Search the records below for the word "roads" and show every line where it occurs.
<<<<
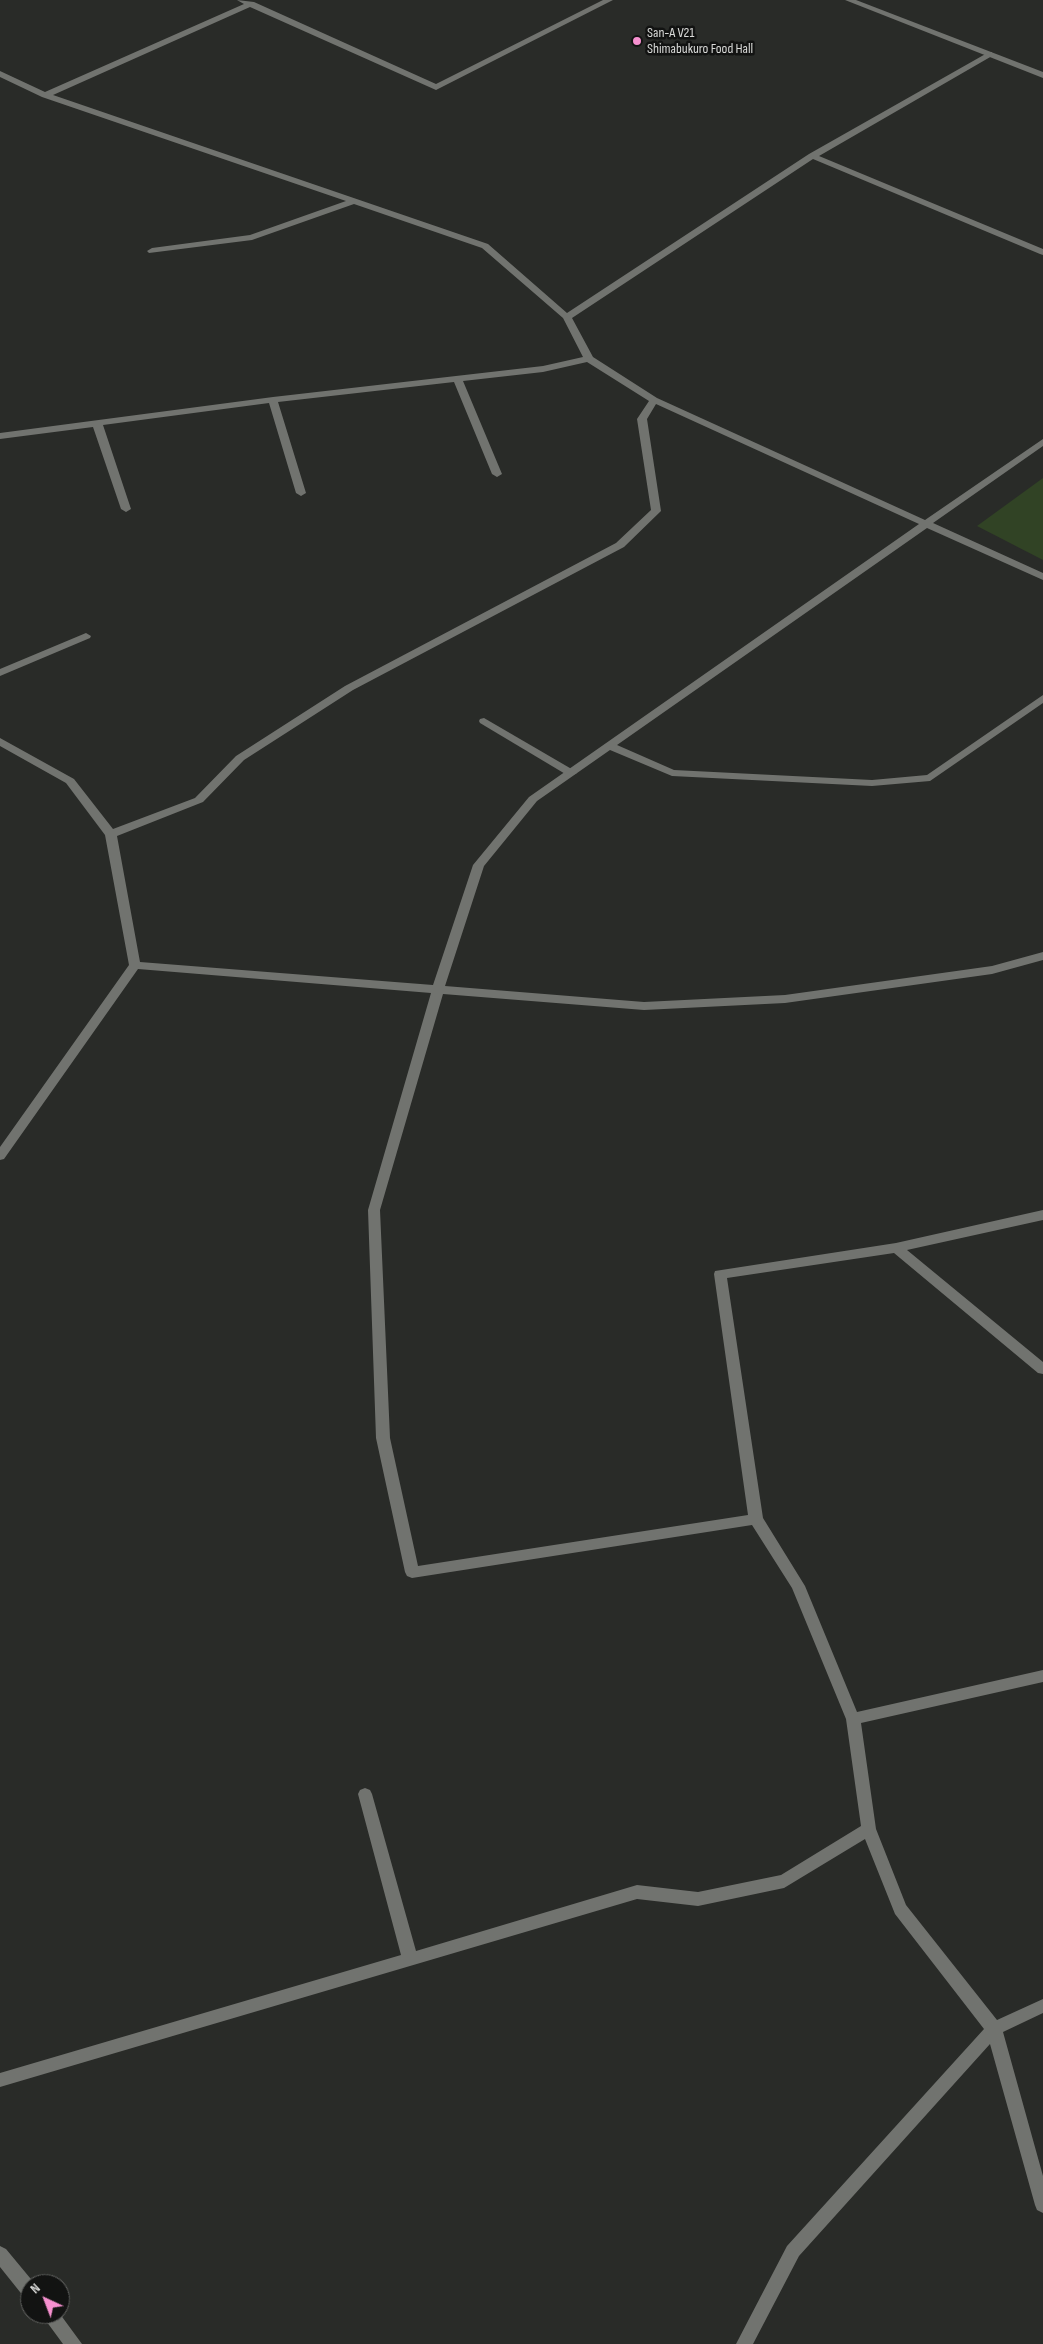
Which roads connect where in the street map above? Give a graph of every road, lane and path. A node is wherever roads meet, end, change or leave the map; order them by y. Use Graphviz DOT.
graph roads {
  1 [pos="241,0"];
  2 [pos="850,0"];
  3 [pos="604,1"];
  4 [pos="251,4"];
  5 [pos="989,54"];
  6 [pos="0,74"];
  7 [pos="1043,75"];
  8 [pos="45,95"];
  9 [pos="812,156"];
  10 [pos="355,201"];
  11 [pos="152,251"];
  12 [pos="1043,252"];
  13 [pos="567,317"];
  14 [pos="589,359"];
  15 [pos="456,379"];
  16 [pos="273,400"];
  17 [pos="654,400"];
  18 [pos="97,423"];
  19 [pos="0,436"];
  20 [pos="1043,442"];
  21 [pos="497,474"];
  22 [pos="301,493"];
  23 [pos="126,509"];
  24 [pos="928,524"];
  25 [pos="1043,577"];
  26 [pos="86,636"];
  27 [pos="0,673"];
  28 [pos="1043,698"];
  29 [pos="484,721"];
  30 [pos="0,741"];
  31 [pos="610,746"];
  32 [pos="571,773"];
  33 [pos="111,834"];
  34 [pos="1043,956"];
  35 [pos="135,965"];
  36 [pos="438,989"];
  37 [pos="0,1156"];
  38 [pos="1043,1215"];
  39 [pos="896,1248"];
  40 [pos="1043,1369"];
  41 [pos="756,1519"];
  42 [pos="1043,1676"];
  43 [pos="853,1719"];
  44 [pos="365,1794"];
  45 [pos="869,1829"];
  46 [pos="410,1958"];
  47 [pos="1043,2006"];
  48 [pos="994,2029"];
  49 [pos="0,2080"];
  50 [pos="1043,2205"];
  51 [pos="0,2254"];
  52 [pos="20,2279"];
  53 [pos="57,2324"];
  54 [pos="74,2344"];
  55 [pos="744,2344"];
  1 -- 4 [label="street"];
  2 -- 5 [label="street"];
  3 -- 4 [label="street"];
  4 -- 8 [label="street"];
  5 -- 7 [label="street"];
  5 -- 9 [label="street"];
  6 -- 8 [label="street"];
  8 -- 10 [label="street"];
  9 -- 12 [label="street"];
  9 -- 13 [label="street"];
  10 -- 11 [label="street"];
  10 -- 13 [label="street"];
  13 -- 14 [label="street"];
  14 -- 15 [label="street"];
  14 -- 17 [label="street"];
  15 -- 16 [label="street"];
  15 -- 21 [label="street"];
  16 -- 18 [label="street"];
  16 -- 22 [label="street"];
  17 -- 24 [label="street"];
  17 -- 33 [label="street"];
  18 -- 19 [label="street"];
  18 -- 23 [label="street"];
  20 -- 24 [label="street"];
  24 -- 25 [label="street"];
  24 -- 31 [label="street"];
  26 -- 27 [label="street"];
  28 -- 31 [label="street"];
  29 -- 32 [label="street"];
  30 -- 33 [label="street"];
  31 -- 32 [label="street"];
  32 -- 36 [label="street"];
  33 -- 35 [label="street"];
  34 -- 36 [label="street"];
  35 -- 36 [label="street"];
  35 -- 37 [label="street"];
  36 -- 41 [label="street"];
  38 -- 39 [label="street"];
  39 -- 40 [label="street"];
  39 -- 41 [label="street"];
  41 -- 43 [label="street"];
  42 -- 43 [label="street"];
  43 -- 45 [label="street"];
  44 -- 46 [label="street"];
  45 -- 46 [label="street"];
  45 -- 48 [label="street"];
  46 -- 49 [label="street"];
  47 -- 48 [label="street"];
  48 -- 50 [label="street"];
  48 -- 55 [label="street"];
  51 -- 52 [label="street"];
  53 -- 54 [label="street"];
}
>>>>
[Task output]:
Which roads connect where in the street map above? Give a graph of every road, lane and path. A node is wherever roads meet, end, change or leave the map; order them by y. Use Graphviz DOT.
graph roads {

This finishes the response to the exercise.